= Beginning of Section =

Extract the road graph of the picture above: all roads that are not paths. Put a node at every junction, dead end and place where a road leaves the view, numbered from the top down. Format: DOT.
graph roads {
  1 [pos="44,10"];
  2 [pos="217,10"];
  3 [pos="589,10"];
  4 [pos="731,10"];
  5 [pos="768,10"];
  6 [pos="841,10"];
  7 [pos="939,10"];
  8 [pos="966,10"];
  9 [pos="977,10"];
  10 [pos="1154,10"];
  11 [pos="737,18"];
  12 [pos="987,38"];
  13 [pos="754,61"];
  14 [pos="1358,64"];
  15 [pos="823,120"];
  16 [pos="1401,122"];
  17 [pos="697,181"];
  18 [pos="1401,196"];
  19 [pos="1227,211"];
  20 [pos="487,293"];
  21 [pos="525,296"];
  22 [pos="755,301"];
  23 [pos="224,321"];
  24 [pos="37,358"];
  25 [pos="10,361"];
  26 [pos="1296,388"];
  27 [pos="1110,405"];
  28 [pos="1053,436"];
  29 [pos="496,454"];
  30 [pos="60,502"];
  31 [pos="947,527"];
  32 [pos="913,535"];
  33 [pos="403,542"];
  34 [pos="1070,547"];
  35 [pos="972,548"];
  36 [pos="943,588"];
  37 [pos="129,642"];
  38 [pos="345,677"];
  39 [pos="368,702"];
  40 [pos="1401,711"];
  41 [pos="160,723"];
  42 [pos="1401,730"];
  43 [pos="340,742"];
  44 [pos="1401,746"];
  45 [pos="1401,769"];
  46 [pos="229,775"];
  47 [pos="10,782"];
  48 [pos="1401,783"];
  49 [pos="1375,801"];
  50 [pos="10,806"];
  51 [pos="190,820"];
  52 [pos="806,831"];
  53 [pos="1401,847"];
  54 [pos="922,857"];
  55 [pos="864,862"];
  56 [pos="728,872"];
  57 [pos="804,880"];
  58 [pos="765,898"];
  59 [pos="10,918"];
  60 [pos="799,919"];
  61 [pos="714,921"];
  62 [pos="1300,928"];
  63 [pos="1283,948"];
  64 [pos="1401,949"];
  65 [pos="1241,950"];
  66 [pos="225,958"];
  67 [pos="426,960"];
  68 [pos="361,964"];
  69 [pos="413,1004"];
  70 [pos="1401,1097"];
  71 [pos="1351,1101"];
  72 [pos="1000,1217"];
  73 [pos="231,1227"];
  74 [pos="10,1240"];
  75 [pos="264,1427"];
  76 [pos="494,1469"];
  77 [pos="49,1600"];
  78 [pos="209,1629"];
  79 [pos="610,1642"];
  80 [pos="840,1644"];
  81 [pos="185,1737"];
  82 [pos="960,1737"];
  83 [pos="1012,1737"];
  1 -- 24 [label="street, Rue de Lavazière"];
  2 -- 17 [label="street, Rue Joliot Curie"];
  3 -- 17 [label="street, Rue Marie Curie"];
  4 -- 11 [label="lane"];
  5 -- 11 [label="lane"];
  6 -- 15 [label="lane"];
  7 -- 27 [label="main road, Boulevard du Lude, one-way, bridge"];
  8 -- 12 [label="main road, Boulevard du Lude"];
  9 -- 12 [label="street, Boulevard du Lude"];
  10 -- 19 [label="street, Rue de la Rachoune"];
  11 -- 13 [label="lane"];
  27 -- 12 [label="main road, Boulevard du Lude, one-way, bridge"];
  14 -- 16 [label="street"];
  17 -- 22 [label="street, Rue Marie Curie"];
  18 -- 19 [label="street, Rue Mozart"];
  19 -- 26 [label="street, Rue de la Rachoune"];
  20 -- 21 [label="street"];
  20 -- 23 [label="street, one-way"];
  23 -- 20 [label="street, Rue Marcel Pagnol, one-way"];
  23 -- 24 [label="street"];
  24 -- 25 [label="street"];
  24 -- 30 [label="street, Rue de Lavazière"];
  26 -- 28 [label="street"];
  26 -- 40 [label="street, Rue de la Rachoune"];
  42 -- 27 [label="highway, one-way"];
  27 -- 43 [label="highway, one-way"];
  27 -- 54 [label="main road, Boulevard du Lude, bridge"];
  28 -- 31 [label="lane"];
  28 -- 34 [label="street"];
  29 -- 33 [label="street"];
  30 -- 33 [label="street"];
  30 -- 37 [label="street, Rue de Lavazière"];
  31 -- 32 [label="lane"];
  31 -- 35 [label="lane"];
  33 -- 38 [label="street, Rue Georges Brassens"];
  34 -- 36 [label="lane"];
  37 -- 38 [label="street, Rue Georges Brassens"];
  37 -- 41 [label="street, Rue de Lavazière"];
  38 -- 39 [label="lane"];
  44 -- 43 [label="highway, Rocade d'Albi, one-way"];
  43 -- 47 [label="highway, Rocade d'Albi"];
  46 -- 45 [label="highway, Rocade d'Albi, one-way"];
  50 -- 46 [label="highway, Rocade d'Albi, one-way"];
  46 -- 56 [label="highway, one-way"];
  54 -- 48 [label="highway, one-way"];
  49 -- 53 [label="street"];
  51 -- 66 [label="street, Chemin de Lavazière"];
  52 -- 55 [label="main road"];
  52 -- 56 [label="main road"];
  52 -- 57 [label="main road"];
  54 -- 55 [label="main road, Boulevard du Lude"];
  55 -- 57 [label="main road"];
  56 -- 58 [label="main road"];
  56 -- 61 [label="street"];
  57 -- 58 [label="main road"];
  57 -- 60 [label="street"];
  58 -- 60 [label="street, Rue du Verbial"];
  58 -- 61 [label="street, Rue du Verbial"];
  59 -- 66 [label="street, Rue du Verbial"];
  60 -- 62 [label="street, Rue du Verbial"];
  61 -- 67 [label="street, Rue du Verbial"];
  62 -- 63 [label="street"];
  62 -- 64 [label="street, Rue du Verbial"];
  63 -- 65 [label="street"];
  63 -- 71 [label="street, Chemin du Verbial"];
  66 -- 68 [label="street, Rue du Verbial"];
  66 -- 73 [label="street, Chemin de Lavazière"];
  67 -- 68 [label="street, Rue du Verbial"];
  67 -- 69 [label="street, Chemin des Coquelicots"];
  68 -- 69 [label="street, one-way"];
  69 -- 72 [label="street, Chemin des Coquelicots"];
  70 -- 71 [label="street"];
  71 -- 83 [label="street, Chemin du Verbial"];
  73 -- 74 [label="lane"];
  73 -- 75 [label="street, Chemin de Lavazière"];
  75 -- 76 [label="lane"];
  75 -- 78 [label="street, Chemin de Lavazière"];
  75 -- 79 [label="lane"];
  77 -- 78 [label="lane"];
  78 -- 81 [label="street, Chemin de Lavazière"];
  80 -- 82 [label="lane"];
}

= End of Section =

Exercise directions:
Return each line above where the word "graph" shows up.

Solution:
Extract the road graph of the picture above: all roads that are not paths. Put a node at every junction, dead end and place where a road leaves the view, numbered from the top down. Format: DOT.
graph roads {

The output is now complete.